Second, let's resolve not to do that again. Census 2016 was a write-off. Maybe online is trickier than we thought. Maybe we should admit when we have it wrong and question the value of sending good money after bad, of pressing on when the process is doomed.

Maybe we should rethink census altogether. A sample could do as good a job as a census. Indeed, at this point, a survey conducted on a random sample of the Australian population will almost certainly return a truer result than the 2016 census. And at a fraction of the price.


  1. Anonymous21/9/16

    Hmm - Isn't Big Brother watching us anyway? why do we need to supply this extra so called mandatory insight into our souls - surely we have given enough information already - via - passports - licence - birth certificates - tax file & medicare # - bank cards - google - outlook - Medical data - social media (to boot) financial institutions, conveyancing, property management - the list goes on.
    My question is why do we need to hand over this extra information that is going to be incorrect if our personal information is already exposed/gathered. Very curious.

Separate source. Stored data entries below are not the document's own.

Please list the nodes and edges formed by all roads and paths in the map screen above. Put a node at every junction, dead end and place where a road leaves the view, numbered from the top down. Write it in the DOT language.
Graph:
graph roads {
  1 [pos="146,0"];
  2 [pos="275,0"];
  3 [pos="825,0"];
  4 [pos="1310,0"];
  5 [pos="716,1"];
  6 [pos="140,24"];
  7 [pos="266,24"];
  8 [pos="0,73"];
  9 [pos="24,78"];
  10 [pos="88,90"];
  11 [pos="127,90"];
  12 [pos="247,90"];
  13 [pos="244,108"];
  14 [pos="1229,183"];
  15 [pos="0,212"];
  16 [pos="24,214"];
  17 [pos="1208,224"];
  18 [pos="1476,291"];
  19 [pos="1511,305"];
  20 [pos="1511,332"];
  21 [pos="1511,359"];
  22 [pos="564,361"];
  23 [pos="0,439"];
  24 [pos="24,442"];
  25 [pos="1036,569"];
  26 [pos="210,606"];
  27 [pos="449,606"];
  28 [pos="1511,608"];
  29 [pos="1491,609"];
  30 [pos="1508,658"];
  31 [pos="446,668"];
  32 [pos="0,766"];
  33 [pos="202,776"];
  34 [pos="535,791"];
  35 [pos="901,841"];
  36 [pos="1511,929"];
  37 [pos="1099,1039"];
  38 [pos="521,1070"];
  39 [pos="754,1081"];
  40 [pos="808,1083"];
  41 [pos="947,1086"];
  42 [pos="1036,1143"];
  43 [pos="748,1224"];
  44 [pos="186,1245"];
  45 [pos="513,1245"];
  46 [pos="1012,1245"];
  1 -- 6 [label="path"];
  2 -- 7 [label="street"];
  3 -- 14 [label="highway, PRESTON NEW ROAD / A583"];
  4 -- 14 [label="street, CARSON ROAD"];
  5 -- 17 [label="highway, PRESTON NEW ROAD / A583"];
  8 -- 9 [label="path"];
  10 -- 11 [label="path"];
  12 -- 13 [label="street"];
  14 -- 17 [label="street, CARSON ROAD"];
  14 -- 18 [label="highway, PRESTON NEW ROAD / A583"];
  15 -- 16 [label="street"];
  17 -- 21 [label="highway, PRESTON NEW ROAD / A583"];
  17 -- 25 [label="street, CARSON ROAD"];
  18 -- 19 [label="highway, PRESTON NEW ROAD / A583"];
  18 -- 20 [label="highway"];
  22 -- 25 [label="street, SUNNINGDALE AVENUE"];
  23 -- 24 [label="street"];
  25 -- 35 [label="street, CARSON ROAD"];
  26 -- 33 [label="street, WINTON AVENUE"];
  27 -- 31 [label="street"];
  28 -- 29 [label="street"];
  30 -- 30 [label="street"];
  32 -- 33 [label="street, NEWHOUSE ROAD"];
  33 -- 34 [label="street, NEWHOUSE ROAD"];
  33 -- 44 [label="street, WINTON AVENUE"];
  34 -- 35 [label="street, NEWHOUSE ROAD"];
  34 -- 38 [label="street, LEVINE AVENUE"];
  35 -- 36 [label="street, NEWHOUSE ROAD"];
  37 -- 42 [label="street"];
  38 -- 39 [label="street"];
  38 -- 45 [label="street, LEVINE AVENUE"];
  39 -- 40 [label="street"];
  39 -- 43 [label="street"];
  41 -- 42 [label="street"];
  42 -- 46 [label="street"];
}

    1. Good point - don't we already have all this data? The answer however is that we may have much of this information about people (eg, we know Australia's population from birth and death records, not from the census), but we don't have it all in one source. ABS might be able to 'scrape' all the data from multiple sources, but it is hard to match all the data up so we have a complete picture of each individual - and that's important. However, this does not change the fact that this census was a colossal fail, and anyway, we ought to use what we know from sampling science - a sample can be as good as a census. Even better in the case of census 2016!